As previously stated, the first logical step in the scientific method is the setting of precise terms for the discourse. Definitions permit the expression of observations, relationships, and processes with the least ambiguity. Precision in definitions allows observations and measurements to proceed with repeatability.
We can consider our foundational definitions as axioms and terms.
We establish a set of axioms for our understanding of science as an essential element of definition. These axioms, or basic assumptions, define the boundaries of our discourse, tying us to a common understanding within which to communicate. We take each of these statements to be true as premises or starting points for any discussion or inquiry into the nature of science.
- Axiom of Rationality: The domain of discourse lies in rational thought. Science and science teaching have no place for the irrational. This is not so much a description of the territory of science but of the collective individuals involved in science. It transcends science; it is an assumed property of knowledge. A less trivial aspect of this axiom is that all who participate in this discourse agree to define their terms, and when challenged, to define them even better.
- Real World Axiom: There exists an all-encompassing real world beyond knowledge. Man perceives, tries to understand and to predict. Each of us, science-trained or not, goes through a process of sensing, perceiving, abstracting, generalizing, and idealizing. The senses inherited by our species limit each individual’s ultimate ability to sense, and then his experiences distort the perceptions he forms from his sensory data. Man is thus isolated from the real world — insulated by the limitations of his senses, by his language, and by his mental models of reality. Science creates the solutions for this problem.
- Cause and Effect Axiom: Each effect observed in the real world has a discoverable cause in the real world. The task of science is to use its predictive power to point to possible cause-and-effect relationships. Science relies on its models to predict novel facts, assuming the cause-and-effect principle as an axiom. Science looks for a new effect produced from a novel cause-and-effect relationship or a new cause for a known effect.
- Axiom of Measurements or Measurability: Every objective observation is comparable to an unambiguous standard. Comparing with a standard is by definition measuring. Consequently, all objective observations are measurable. If a field of discourse exists containing well-defined objects, then the definitions must make these objects mutually differentiable. Discrete decisions about whether or not a specimen possesses some attribute or not will lead to an objective decision about the name of the object. Measurements in such a case involve language but may not yield to quantifying or ordering.
- Axiom of Uncertainty: Every measurement has an error. Every measurement has an ultimate inaccuracy that must be assessed. If the inaccuracy is not in the quantifying, then it is in the definition of the thing measured.

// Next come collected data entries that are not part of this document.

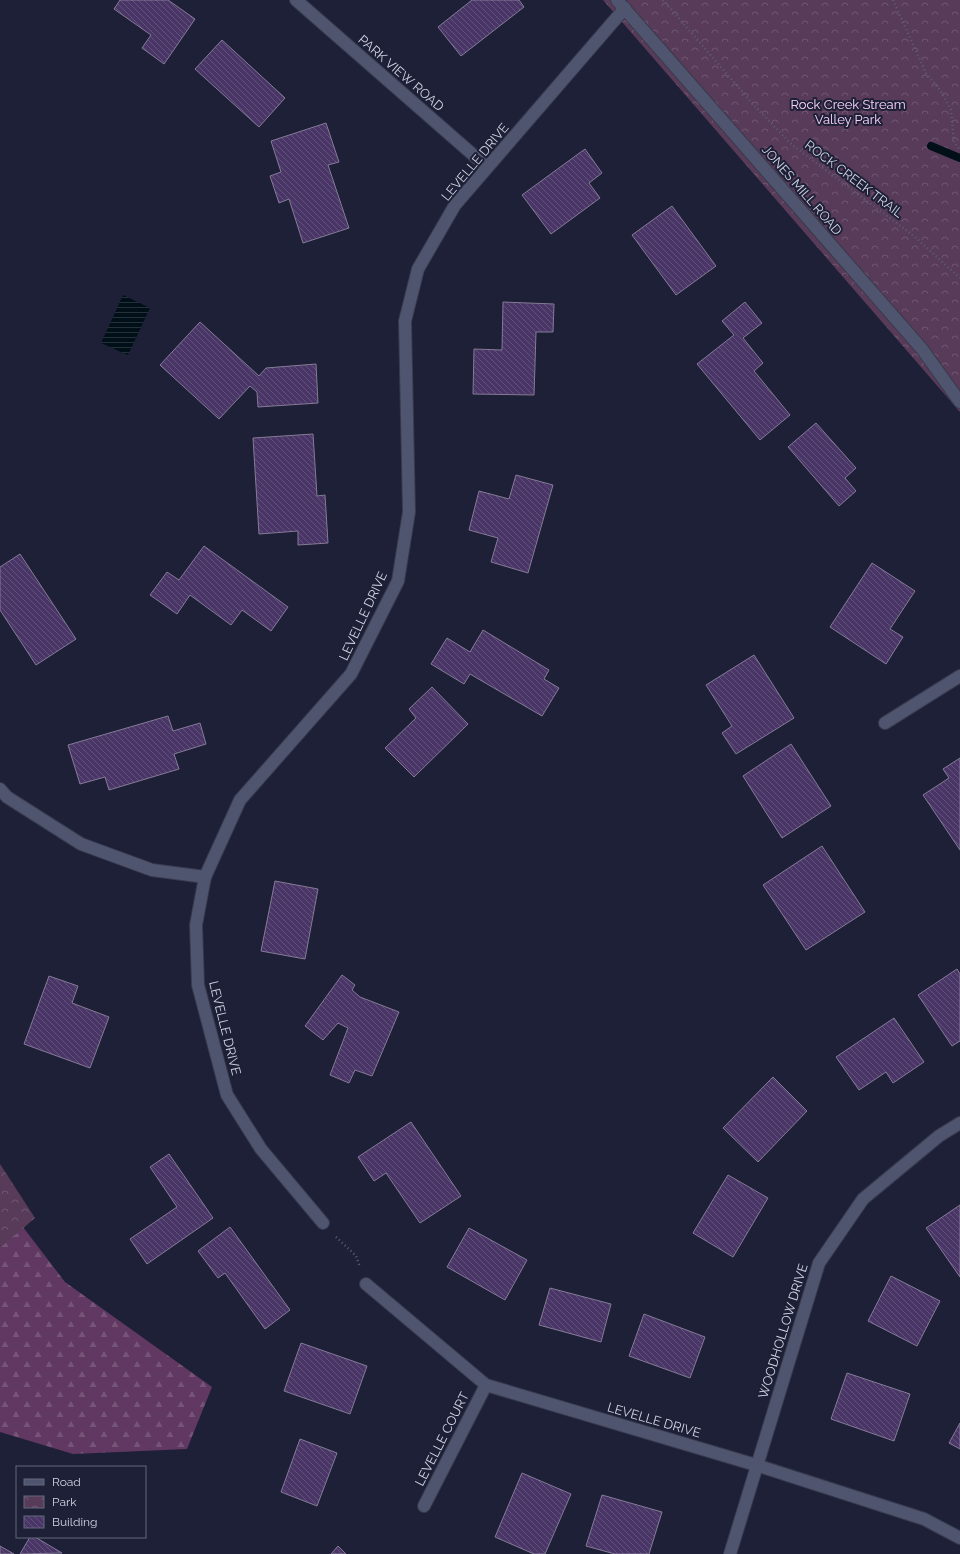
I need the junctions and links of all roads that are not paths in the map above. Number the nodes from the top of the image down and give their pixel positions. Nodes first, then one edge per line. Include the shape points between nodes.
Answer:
1 (296, 0) edge
2 (621, 4) edge
3 (487, 166) junction
4 (960, 402) edge
5 (960, 676) edge
6 (885, 723) dead end
7 (0, 789) edge
8 (205, 877) junction
9 (960, 1123) edge
10 (323, 1223) road end
11 (366, 1284) road end
12 (486, 1385) junction
13 (756, 1465) junction
14 (424, 1506) dead end
15 (960, 1538) edge
16 (730, 1554) edge

1 - 3 street, PARK VIEW ROAD
2 - 3 street, LEVELLE DRIVE
2 - 4 street, JONES MILL ROAD via 922,349
3 - 8 street, LEVELLE DRIVE via 455,205 418,269 405,321 409,512 398,581 351,674 240,800
5 - 6 street
7 - 8 street via 7,797 80,844 152,870
8 - 10 street, LEVELLE DRIVE via 196,925 198,985 227,1095 260,1149
9 - 13 street, WOODHOLLOW DRIVE via 939,1136 863,1199 819,1263
11 - 12 street, LEVELLE DRIVE
12 - 13 street, LEVELLE DRIVE
12 - 14 street, LEVELLE COURT
13 - 15 street, LEVELLE DRIVE via 924,1519
13 - 16 street, WOODHOLLOW DRIVE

Science must hold as well that uncertainty always exists in its models, never satisfied with the current level or degree of understanding.

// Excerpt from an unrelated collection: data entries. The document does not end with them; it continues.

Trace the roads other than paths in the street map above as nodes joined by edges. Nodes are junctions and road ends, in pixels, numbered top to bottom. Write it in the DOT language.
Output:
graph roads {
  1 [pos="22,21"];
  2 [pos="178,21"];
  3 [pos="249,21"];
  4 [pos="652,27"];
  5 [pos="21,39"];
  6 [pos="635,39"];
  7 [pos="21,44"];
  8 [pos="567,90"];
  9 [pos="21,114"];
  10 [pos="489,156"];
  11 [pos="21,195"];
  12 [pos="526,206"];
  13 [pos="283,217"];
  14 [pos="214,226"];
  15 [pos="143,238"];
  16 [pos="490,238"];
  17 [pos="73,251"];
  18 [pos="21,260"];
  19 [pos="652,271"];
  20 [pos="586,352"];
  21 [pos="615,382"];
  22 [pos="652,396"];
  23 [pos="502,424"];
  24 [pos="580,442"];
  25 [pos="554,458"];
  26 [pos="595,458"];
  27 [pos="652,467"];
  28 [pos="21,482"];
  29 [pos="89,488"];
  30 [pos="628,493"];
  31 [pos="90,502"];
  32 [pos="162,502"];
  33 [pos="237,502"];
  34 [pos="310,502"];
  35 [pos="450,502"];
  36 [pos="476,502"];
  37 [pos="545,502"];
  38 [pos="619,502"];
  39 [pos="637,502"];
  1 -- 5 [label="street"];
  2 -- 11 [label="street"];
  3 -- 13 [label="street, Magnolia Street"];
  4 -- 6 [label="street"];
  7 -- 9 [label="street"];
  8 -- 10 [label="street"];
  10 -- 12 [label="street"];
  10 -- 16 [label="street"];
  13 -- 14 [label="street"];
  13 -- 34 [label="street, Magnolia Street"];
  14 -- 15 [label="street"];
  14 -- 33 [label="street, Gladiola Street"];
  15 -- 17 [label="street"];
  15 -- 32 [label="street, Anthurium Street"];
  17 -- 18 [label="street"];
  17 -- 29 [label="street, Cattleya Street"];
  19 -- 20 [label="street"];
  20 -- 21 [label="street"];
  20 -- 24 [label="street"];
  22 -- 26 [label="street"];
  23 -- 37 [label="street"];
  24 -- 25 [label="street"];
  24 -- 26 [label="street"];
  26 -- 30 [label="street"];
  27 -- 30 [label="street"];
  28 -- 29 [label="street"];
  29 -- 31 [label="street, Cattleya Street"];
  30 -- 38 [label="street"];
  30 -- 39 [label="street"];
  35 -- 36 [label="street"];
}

- Master Clock Axiom: There exists a master clock that is universal, uniform, and unidirectional. This axiom prevents scientists from spending unnecessary time on philosophical tangents. For the convenience of practicing scientists, it denies the twin paradox of relativity. Note that if the master clock is non-uniform, the effect would not be determinable.
- Axiom of Least Work: Systems that can adapt will evolve to the least expenditure of energy. This concept stems from evolution and adaptation, with strong parallels in physics and economics, and is perhaps a corollary of a thermodynamic law and the law of increasing entropy. Life and many natural processes slough excess baggage, seeking ever more efficient forms to survive.
Glossary of Terms
Within the framework of definitions, we can also put forth a glossary of terms. We will return to this glossary throughout our exploration of modern science.
Precision and Objectivity
Objectivity enables people to share ideas and observations unambiguously. This begins with precision in language and its derivatives. Precision refers to the disciplines of using language with maximum clarity and extracting logic from it. It leads to abstractions and eventual mathematical representation, if possible. In one sense, these are precursors to science, and in another sense, they define the terms of discourse as the first step in science.
Perception is a subjective process, shaped by experience and mood, and highly unreliable. A goal of science is to escape the subjective, replacing observations with measurements, and extending the domain of measurements beyond what is observable to the senses.
Fortunately, we can use our brains in concert with others, expanding our perception, increasing both its accuracy and its utility. As much as the individual cells of a brain are more powerful when they work as a whole, the collection of our brains is more powerful than any individual brain, as we travel from subjective perception to objective knowledge through repeated practice and application of the scientific method.
Our brains are geared to work in conjunction with one another. We inherited the capacity for language. We either inherited logic with language or we invented it. And we have invented mathematics. These things allow us to communicate unambiguously, or, as engineers say, coherently. If our brains, like antenna elements, are going to work together in synchronism and with efficiency, our first order of business must include precision in the use of language.